The Dow is 35% above its March lows and has had the best quarter’s performance since 1998. Why is that? Because the recession is over and we are seeing the green shoots of economic recovery? This is what we are led to believe by Obama’s propaganda machine (aka, Bloomberg, CNBC, Barrons, WSJ, etc). No, its because the US government with the help of da boyz aka the plunge protection team (JPM, GS etc) are up to their old tricks again. Hey if they going to spend trillions of dollars trying to save the economy, why not use a few hundred billion to prop up the stock market. Its much easier to do than to fudge employment or home sales numbers. Anyone whose kept a pulse on the financial blogosphere (the only true source of information now) knows that there are a lot of people who realise the US stockmarket is being played like the monkey dancing to the beat of the organ grinder.

Yesterday came out with appalling consumer confidence numbers which last year would have knocked the Dow down by at leat 500 points. However the PPT came in and made a bad day not so bad. It is half year end and people need to get paid. As I write this, the ADP job stats are no better, but hey the Dow just jumped 100 points. Come on, isn’t it time to end all these games and let the (free) market find its own level? Propping up the stock market may have a temporary effect of boosting morale but it won’t get people who are still terrified of losing the jobs to start splurging again. And if you think the housing market will recover anytime soon, check out the chart below.( Scared?


So my message to Obama and team is: Stop manipulating the stock market. It may boost confidence now but it won’t last. Like a drug addict has to go through withdrawal to kick the habit, the markets need to find their own level. The sooner this happens, the sooner we can start the journey to recovery.
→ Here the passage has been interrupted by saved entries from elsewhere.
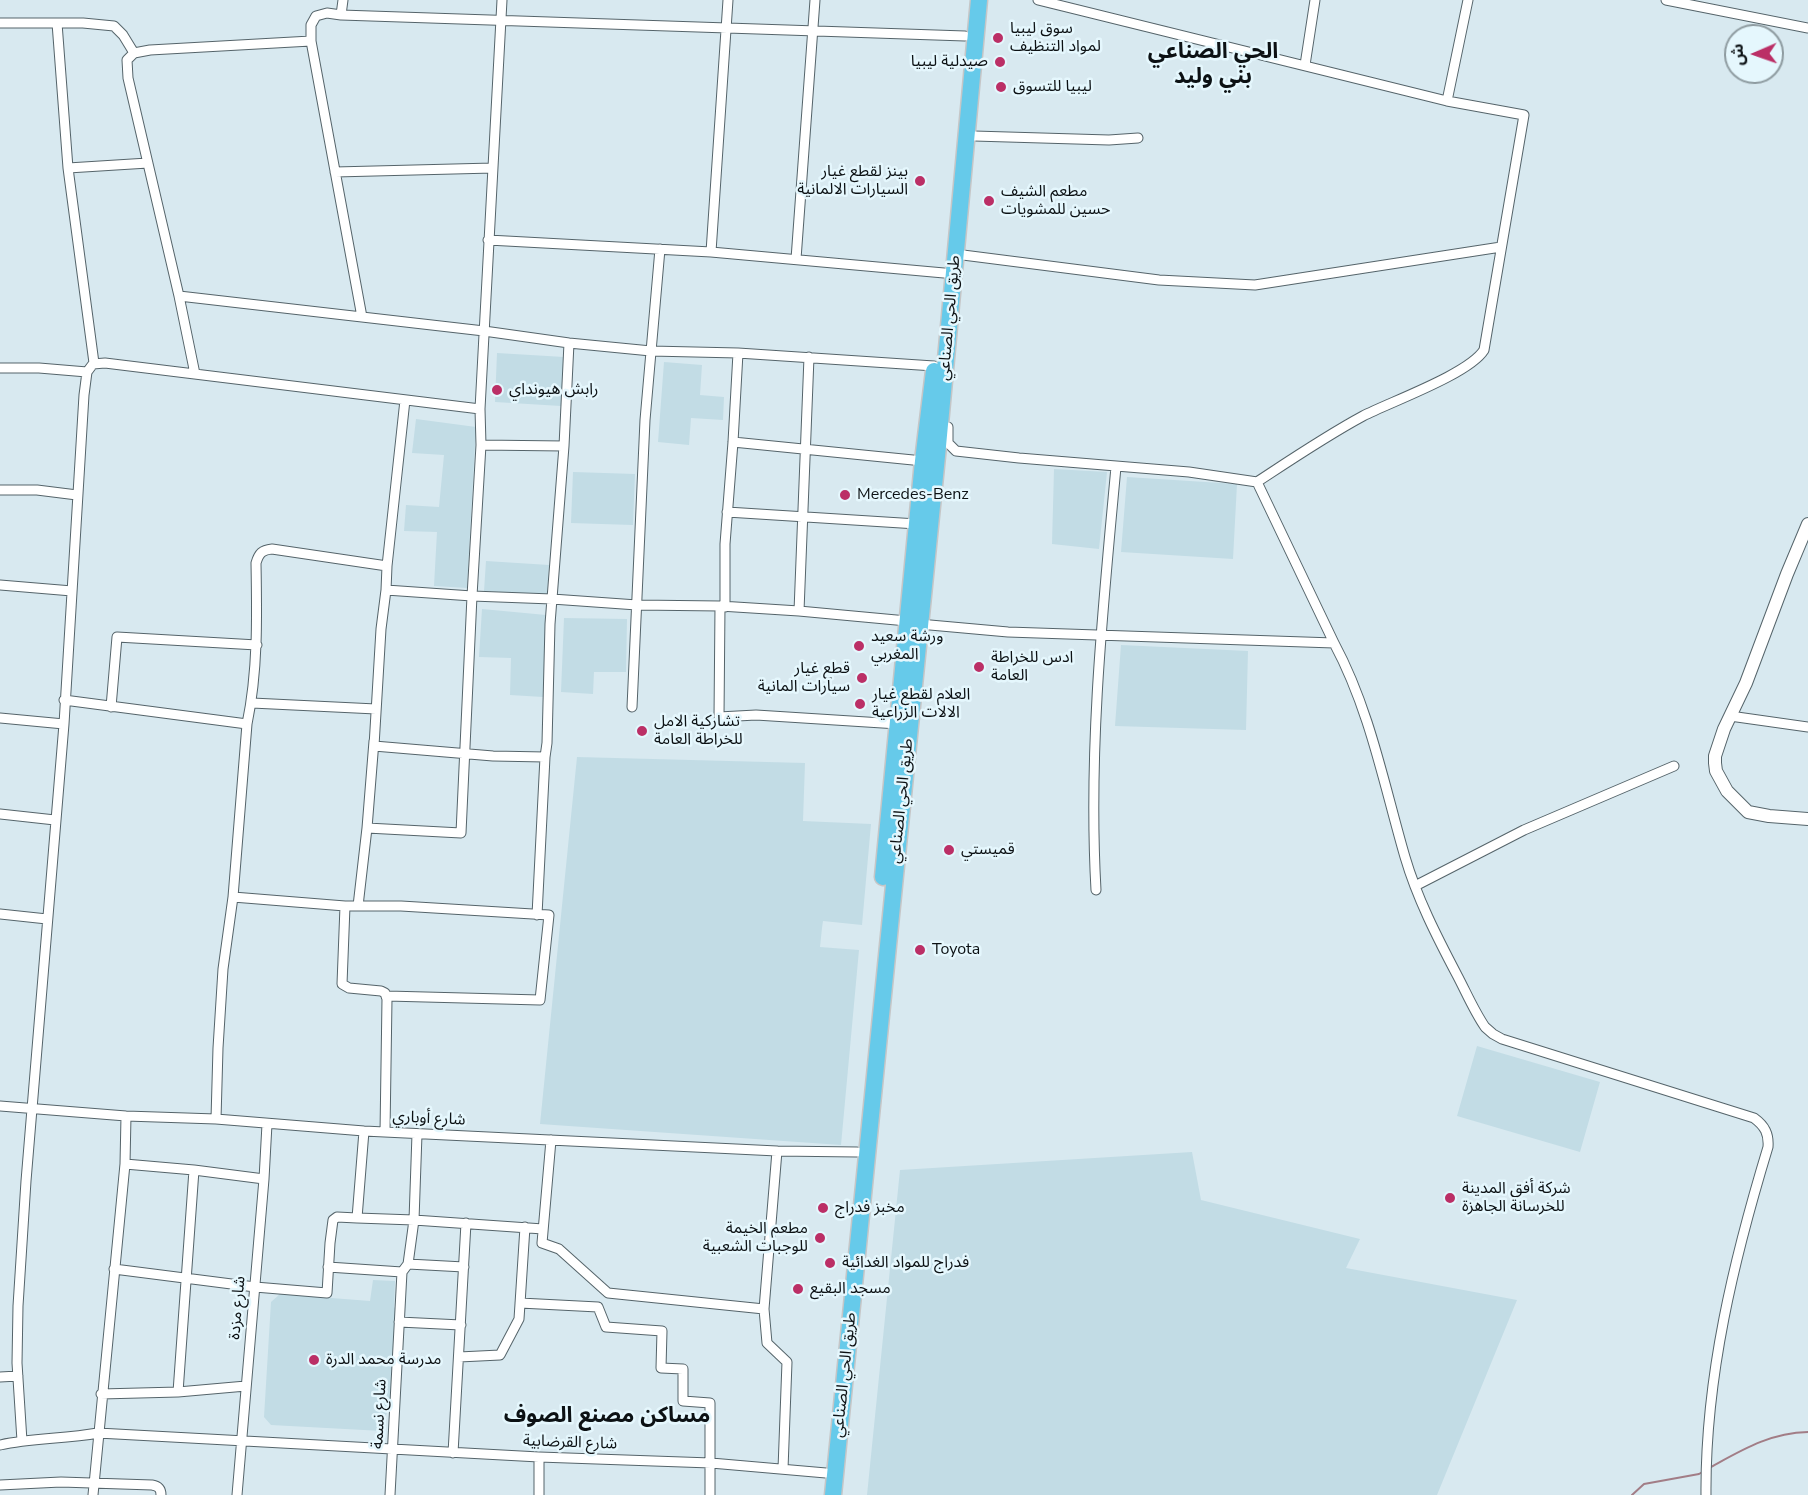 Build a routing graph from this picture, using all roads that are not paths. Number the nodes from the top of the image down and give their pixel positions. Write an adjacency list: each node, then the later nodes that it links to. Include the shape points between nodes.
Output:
1 (343, 0): 12 (street)
2 (502, 0): 13 (street)
3 (728, 0): 16 (street)
4 (815, 0): 18 (street)
5 (969, 0): 19 (highway)
6 (979, 0): 54 (highway, طريق الحي الصناعي)
7 (986, 0): 24 (street)
8 (1038, 0): 22 (street)
9 (1315, 0): 22 (street)
10 (1468, 0): 23 (street)
11 (1666, 0): 17 (street)
12 (341, 15): 13 (street); 20 (street, via 316,16 310,25)
13 (501, 21): 16 (street); 28 (street)
14 (0, 23): 15 (street)
15 (57, 23): 21 (street, via 114,26); 27 (street)
16 (726, 28): 18 (street); 33 (street)
17 (1808, 28)
18 (814, 32): 19 (street); 35 (street)
19 (966, 36): 36 (highway)
20 (311, 40): 21 (street); 29 (street)
21 (134, 53): 26 (street, via 127,60 128,78)
22 (1305, 65): 23 (street)
23 (1447, 101): 31 (street, via 1524,115)
24 (974, 136): 25 (street); 34 (street)
25 (1138, 138)
26 (148, 163): 27 (street); 37 (street)
27 (68, 168): 44 (street)
28 (493, 168): 29 (street); 30 (street)
29 (335, 172): 38 (street)
30 (488, 240): 32 (street); 39 (street)
31 (1501, 247): 34 (street, via 1255,285 1160,280); 59 (street, via 1480,357 1365,415)
32 (660, 249): 33 (street); 41 (street)
33 (711, 252): 35 (street)
34 (963, 255): 56 (street, via 947,439)
35 (796, 259): 36 (street)
36 (944, 273): 45 (highway)
37 (179, 296): 38 (street); 48 (street)
38 (362, 317): 39 (street)
39 (483, 331): 40 (street); 50 (street)
40 (569, 343): 41 (street); 53 (street)
41 (651, 351): 42 (street); 72 (street)
42 (738, 353): 43 (street); 51 (street)
43 (809, 357): 45 (street); 55 (street)
44 (94, 363): 47 (street); 48 (street)
45 (934, 366): 57 (highway)
46 (0, 368): 47 (street)
47 (87, 372): 61 (street)
48 (195, 374): 49 (street)
49 (405, 400): 50 (street); 66 (street)
50 (480, 409): 52 (street)
51 (733, 442): 55 (street); 62 (street)
52 (481, 445): 53 (street); 70 (street)
53 (564, 446): 71 (street)
54 (937, 448): 56 (street); 75 (highway, طريق الحي الصناعي)
55 (805, 450): 57 (street); 63 (street)
56 (956, 450): 58 (street)
57 (923, 461): 64 (highway)
58 (1116, 467): 59 (street); 76 (street)
59 (1257, 482): 77 (street)
60 (0, 490): 61 (street)
61 (77, 495): 69 (street)
62 (727, 512): 63 (street); 73 (street)
63 (803, 517): 64 (street); 74 (street)
64 (917, 524): 75 (highway)
65 (1808, 524): 84 (street)
66 (387, 566): 68 (street); 78 (street, via 264,550 256,563)
67 (0, 585): 69 (street)
68 (386, 590): 70 (street); 83 (street)
69 (72, 591): 79 (street)
70 (472, 596): 71 (street); 91 (street)
71 (552, 599): 72 (street); 92 (street)
72 (637, 605): 73 (street); 82 (street)
73 (722, 607): 74 (street); 88 (street, via 719,717 756,715)
74 (799, 611): 75 (street)
75 (913, 622): 76 (street, via 1008,632); 88 (highway); 165 (highway, طريق الحي الصناعي)
76 (1101, 635): 77 (street); 99 (street, via 1094,756)
77 (1334, 643): 98 (street, via 1371,731)
78 (256, 645): 80 (street); 81 (street, via 117,638)
79 (64, 700): 81 (street); 86 (street)
80 (252, 703): 83 (street); 87 (street)
81 (111, 706): 87 (street)
82 (632, 707)
83 (376, 710): 90 (street)
84 (1730, 716): 89 (street); 95 (street, via 1715,756 1716,771 1727,791 1755,814)
85 (0, 718): 86 (street)
86 (64, 724): 96 (street)
87 (247, 724): 100 (street)
88 (898, 724): 117 (highway)
89 (1808, 727)
90 (374, 741): 91 (street, via 374,746); 97 (street)
91 (464, 754): 92 (street); 97 (street, via 461,833)
92 (545, 757): 104 (street)
93 (1674, 766): 98 (street, via 1524,830)
94 (0, 814): 96 (street)
95 (1808, 819)
96 (55, 820): 105 (street)
97 (366, 828): 102 (street)
98 (1415, 886): 157 (street, via 1480,1021 1493,1034 1754,1118 1767,1133 1768,1147 1745,1226 1715,1371)
99 (1096, 890)
100 (233, 897): 101 (street); 110 (street, via 223,969)
101 (345, 906): 102 (street); 106 (street, via 342,984 381,991)
102 (358, 906): 104 (street)
103 (0, 914): 105 (street)
104 (537, 915): 106 (street, via 549,915 540,1000)
105 (47, 919): 108 (street)
106 (387, 996): 113 (street)
107 (0, 1106): 108 (street, شارع أوباري)
108 (32, 1108): 109 (street, شارع أوباري); 140 (street, via 18,1306)
109 (126, 1116): 110 (street, شارع أوباري); 118 (street)
110 (216, 1119): 111 (street, شارع أوباري)
111 (267, 1124): 112 (street, شارع أوباري); 120 (street, شارع مزدة)
112 (364, 1131): 113 (street, شارع أوباري); 121 (street)
113 (385, 1132): 114 (street, شارع أوباري)
114 (417, 1134): 115 (street, شارع أوباري); 122 (street)
115 (551, 1140): 116 (street, شارع أوباري); 125 (street)
116 (777, 1151): 117 (street, شارع أوباري); 136 (street)
117 (857, 1152): 154 (highway)
118 (124, 1164): 119 (street); 129 (street)
119 (194, 1170): 120 (street); 131 (street)
120 (264, 1179): 132 (street, شارع مزدة)
121 (357, 1218): 122 (street); 127 (street, via 333,1220)
122 (414, 1220): 123 (street); 126 (street)
123 (466, 1223): 124 (street); 128 (street)
124 (525, 1227): 125 (street); 134 (street)
125 (543, 1228): 133 (street, via 542,1243 559,1249)
126 (408, 1264): 128 (street); 130 (street)
127 (328, 1267): 130 (street); 132 (street, via 327,1293)
128 (464, 1267): 138 (street)
129 (114, 1269): 131 (street); 144 (street)
130 (402, 1272): 137 (street, شارع نسمة)
131 (186, 1278): 132 (street); 143 (street)
132 (255, 1287): 142 (street, شارع مزدة)
133 (608, 1293): 135 (street); 136 (street)
134 (520, 1303): 135 (street); 139 (street, via 519,1319 500,1355)
135 (598, 1307): 152 (street, via 606,1327 662,1331 661,1368 683,1369 683,1401 710,1403)
136 (764, 1309): 153 (street, via 766,1343 787,1362)
137 (399, 1322): 138 (street); 149 (street, شارع نسمة)
138 (460, 1325): 139 (street)
139 (459, 1357): 150 (street)
140 (18, 1376): 141 (street); 146 (street)
141 (0, 1377)
142 (246, 1386): 143 (street); 147 (street, شارع مزدة)
143 (178, 1392): 144 (street)
144 (101, 1394): 145 (street)
145 (98, 1433): 146 (street, شارع القرضابية); 147 (street, شارع القرضابية); 155 (street)
146 (22, 1441): 148 (street)
147 (242, 1442): 149 (street, شارع القرضابية); 160 (street, شارع مزدة)
148 (0, 1445)
149 (393, 1448): 150 (street, شارع القرضابية); 161 (street, شارع نسمة)
150 (453, 1453): 151 (street, شارع القرضابية)
151 (539, 1457): 152 (street, شارع القرضابية); 162 (street)
152 (711, 1463): 153 (street, شارع القرضابية); 163 (street)
153 (783, 1469): 154 (street, شارع القرضابية)
154 (826, 1473): 164 (highway)
155 (94, 1482): 156 (street); 158 (street); 159 (street, via 156,1485)
156 (0, 1485)
157 (1706, 1492)
158 (93, 1495)
159 (161, 1495)
160 (237, 1495)
161 (390, 1495)
162 (539, 1495)
163 (711, 1495)
164 (823, 1495)
165 (833, 1495)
In case you missed it, a few sound bites from people who suspect this market is rigged:

  • Um, “worse than expected”? I guess that sums it up today as Consumer Confidence data was terrible. Stock price declines today were milder than expected given the news. But, silly me, I forget that this is the quarter and mid-year end—there are bonuses to be had and bullish headlines to be written.Why did the market rise this quarter? An overwhelming amount of liquidity plus an equal amount of BS. Shorts have been vanquished and, frankly, many don’t trust this market as the integrity of honest market making has been compromised through crony capitalism and double-dealing at the highest levels.
  •  The trouble with manipulation is that after a while no-one knows anymore what is true and so what to do. That is maybe what the situation is now. Markets are going nowhere because there is no clear direction. Buy this rally and lose out when it reverses, or stay out and lose out when it continues? Even with real information, that’s always difficult, but market manipulation by Da Boyz and others – using our tax and savings dollars in many if not nearly all cases – makes it near impossible to take a view. All I’m certain of is that there’s a big correction looming, but when is the question? 
  • It’s good to hear someone I respect agree w/ me that we are in, and probably have been in, a manipulated mkt since mid-April at the latest – possibly since the end of March. Given any number of indicators with a high degree of correspondence with the direction of the averages, this mkt should have rolled over the second wk in April. But the heavy, and coordinated, buying of a handful of stocks can move indices regardless that the rank-and-file of stocks have been plummeting. Consider the normal drop in the COMPQ for any drop, X, in the percent of NASDAQ stocks above 50 SMA. Do the same for the normal drop for a given drop in the Bullish percent index. As for the handful of stocks: IBM represents 9% of the variance in the Dow. Four stocks dominate the NDX, which dominates the COMPQ. And many issues are listed on more than one index. IBM also figures in the S&P 500 & 100, for example. Ditto BAC. And both figure in their respective sector indices.